- Born: January 21, 1993 (age 33)
- Years active: 2000s–present
- Notable work: Goin' Bulilit (2000s) Marupok AF (2023) Dreamboi (2025)

= EJ Jallorina =

Filipina actress (born 1993)

EJ Jallorina (born January 21, 1993) is a Filipina actress.

==Early life and education==
EJ Jallorina was born on January 21, 1993. Raised as a boy, she was involved in child acting. She attended Nazarene Catholic School in Quiapo, Manila for her high school studies.
==Career==
Jallorina had her debut in the entertainment industry in the 2000s as a child actor. She was part of the cast of the ABS-CBN show Goin' Bulilit and was known for her role as an impersonator of Boy Abunda for a skit spoofing The Buzz.

In her teenage years, Auraeus Solito cast Jallorina for his 2007 film Pisay. Around this time, Jallorina was often cast in gay (bakla) roles such as in Manay Po 2: Overload where she played as the gay male best friend, Jiro Manio. She was comfortable in accepting such roles despite not identifying as bakla.

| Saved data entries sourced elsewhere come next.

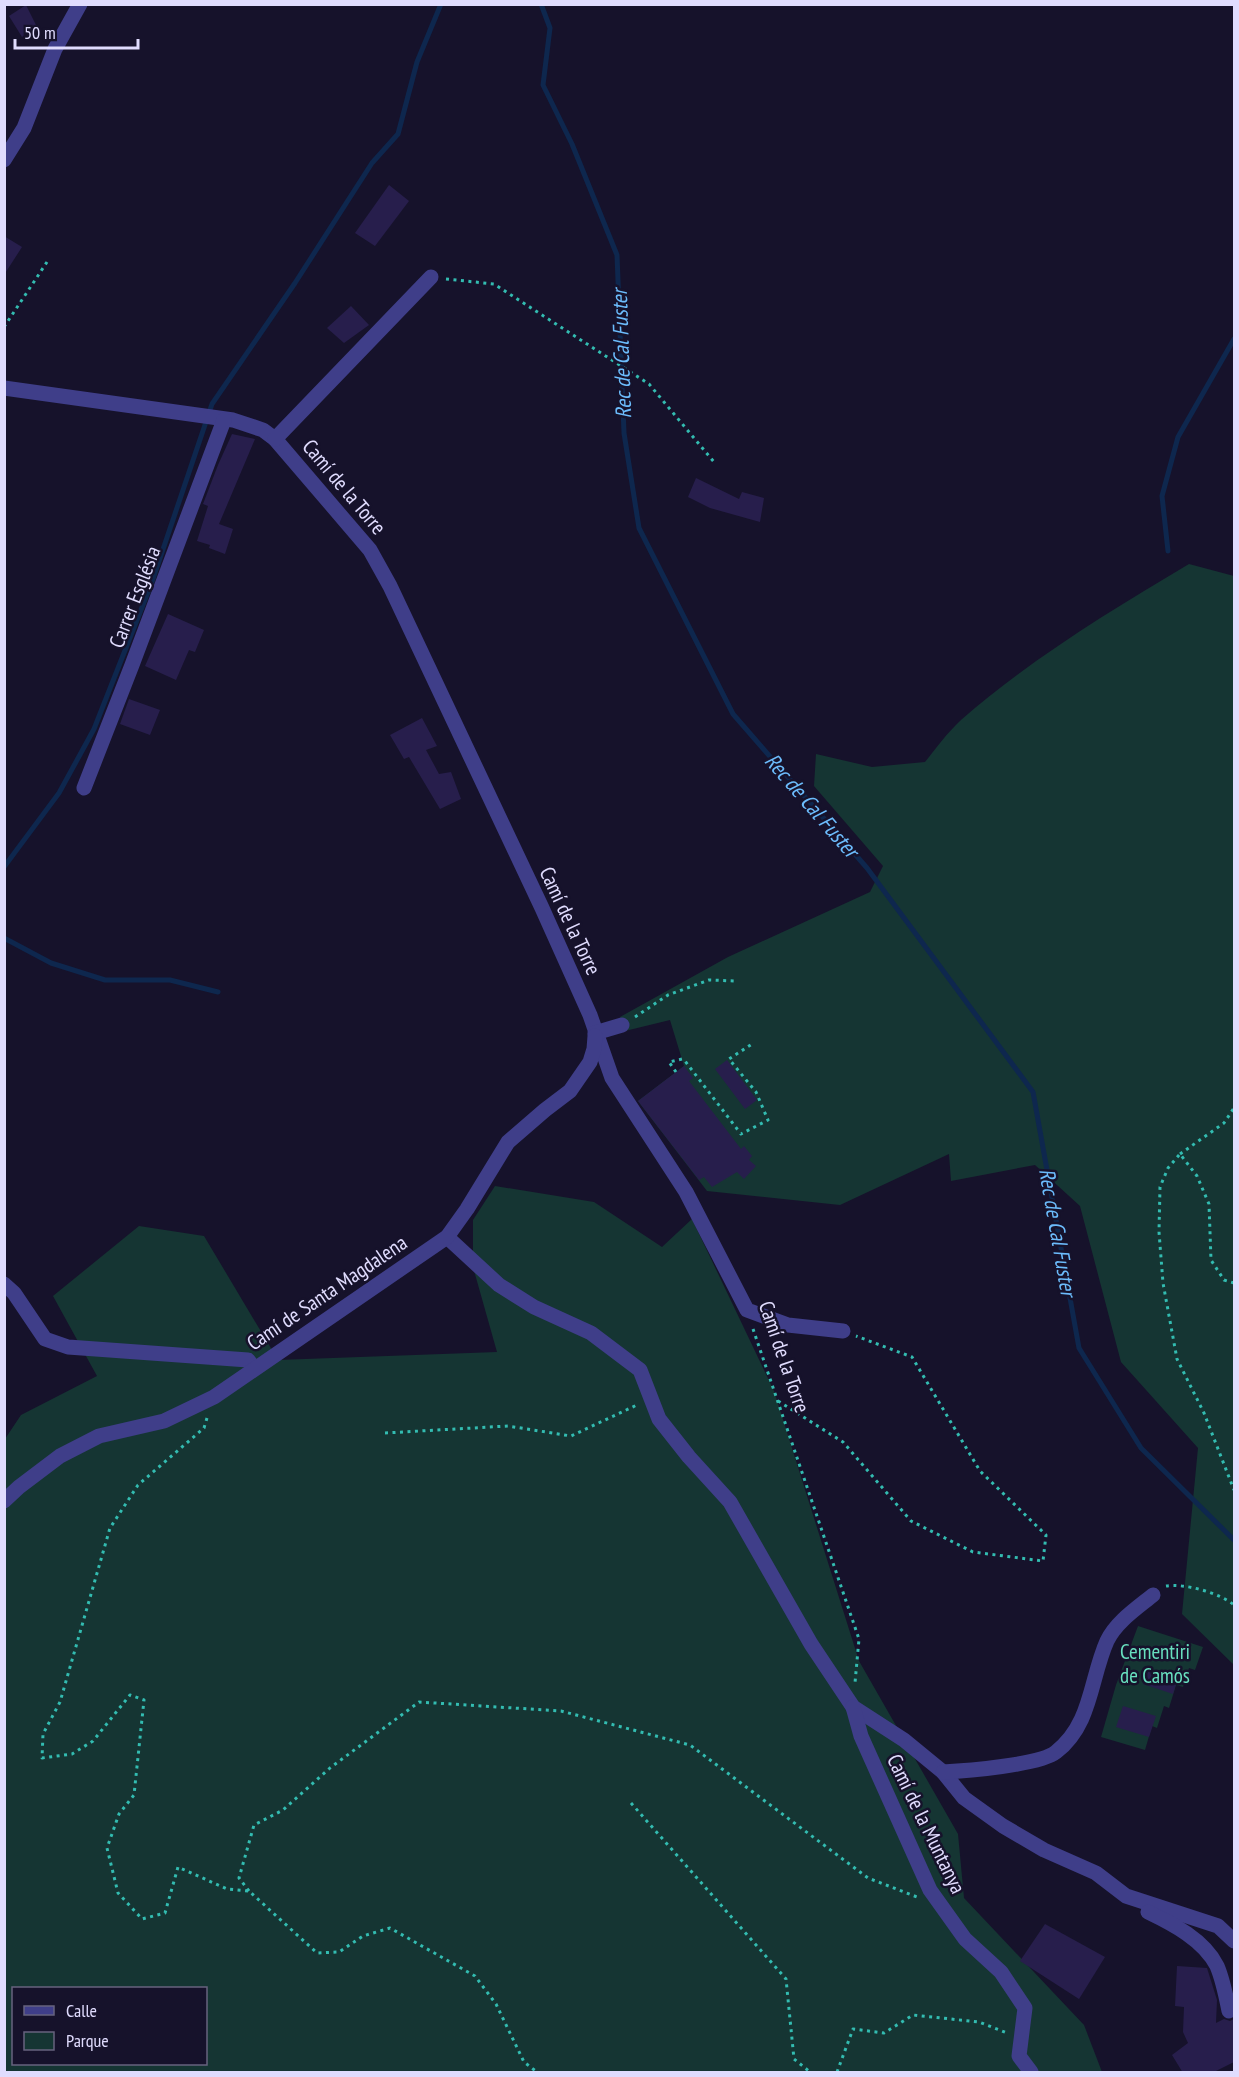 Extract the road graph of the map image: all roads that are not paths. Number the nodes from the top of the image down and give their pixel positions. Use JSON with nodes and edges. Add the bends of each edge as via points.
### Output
{"nodes":[{"id":1,"x":80,"y":4,"type":"edge"},
{"id":2,"x":4,"y":160,"type":"edge"},
{"id":3,"x":431,"y":277,"type":"road end"},
{"id":4,"x":4,"y":388,"type":"edge"},
{"id":5,"x":224,"y":420,"type":"junction"},
{"id":6,"x":275,"y":439,"type":"junction"},
{"id":7,"x":84,"y":788,"type":"dead end"},
{"id":8,"x":622,"y":1024,"type":"road end"},
{"id":9,"x":595,"y":1033,"type":"junction"},
{"id":10,"x":447,"y":1237,"type":"junction"},
{"id":11,"x":4,"y":1284,"type":"edge"},
{"id":12,"x":843,"y":1331,"type":"road end"},
{"id":13,"x":254,"y":1368,"type":"junction"},
{"id":14,"x":4,"y":1502,"type":"edge"},
{"id":15,"x":1152,"y":1595,"type":"road end"},
{"id":16,"x":853,"y":1707,"type":"junction"},
{"id":17,"x":943,"y":1772,"type":"junction"},
{"id":18,"x":1126,"y":1896,"type":"junction"},
{"id":19,"x":1234,"y":1941,"type":"edge"},
{"id":20,"x":1229,"y":2011,"type":"dead end"},
{"id":21,"x":1031,"y":2073,"type":"edge"}],
"edges":[{"from":1,"to":2,"type":"street","via":[[54,49],[24,128]]},
{"from":3,"to":6,"type":"street"},
{"from":4,"to":5,"type":"street","name":"Camí de la Torre"},
{"from":5,"to":6,"type":"street","name":"Camí de la Torre","via":[[262,430]]},
{"from":5,"to":7,"type":"street","name":"Carrer Església"},
{"from":6,"to":9,"type":"street","name":"Camí de la Torre","via":[[370,550],[390,586],[542,908]]},
{"from":8,"to":9,"type":"street"},
{"from":9,"to":10,"type":"street","name":"Camí de Santa Magdalena","via":[[590,1062],[570,1091],[508,1142]]},
{"from":9,"to":12,"type":"street","name":"Camí de la Torre","via":[[612,1078],[686,1192],[747,1310],[788,1325]]},
{"from":10,"to":13,"type":"street","name":"Camí de Santa Magdalena"},
{"from":10,"to":16,"type":"street","via":[[499,1285],[534,1307],[591,1333],[640,1370],[659,1419],[730,1502],[811,1644]]},
{"from":11,"to":13,"type":"street","via":[[45,1339],[68,1347],[248,1360]]},
{"from":13,"to":14,"type":"street","name":"Camí de Santa Magdalena","via":[[214,1396],[164,1421],[99,1436],[60,1456]]},
{"from":15,"to":17,"type":"street","via":[[1126,1617],[1108,1640],[1081,1724],[1055,1753],[1035,1760]]},
{"from":16,"to":17,"type":"street","via":[[904,1740]]},
{"from":16,"to":21,"type":"street","name":"Camí de la Muntanya","via":[[866,1746],[930,1890],[965,1939],[1001,1972],[1025,2008],[1018,2056]]},
{"from":17,"to":18,"type":"street","via":[[964,1798],[1003,1826],[1096,1873]]},
{"from":18,"to":19,"type":"street","via":[[1218,1926]]},
{"from":18,"to":20,"type":"street","via":[[1185,1931],[1200,1945],[1216,1964]]}]}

She came out as transgender when playing a young trans woman in the 2018 film Mamu: And A Mother Too. Jallorina later appeared in the 2022 GMA Network drama romance series What We Could Be.

She has appeared in feature films featuring trans women such as Marupok AF and Dreamboi

==Personal life==
Jallorina is a transgender woman and has been open about this part of her identity in 2018. Jallorina identifies as trans and non-binary but prefers to be referred to in feminine terms.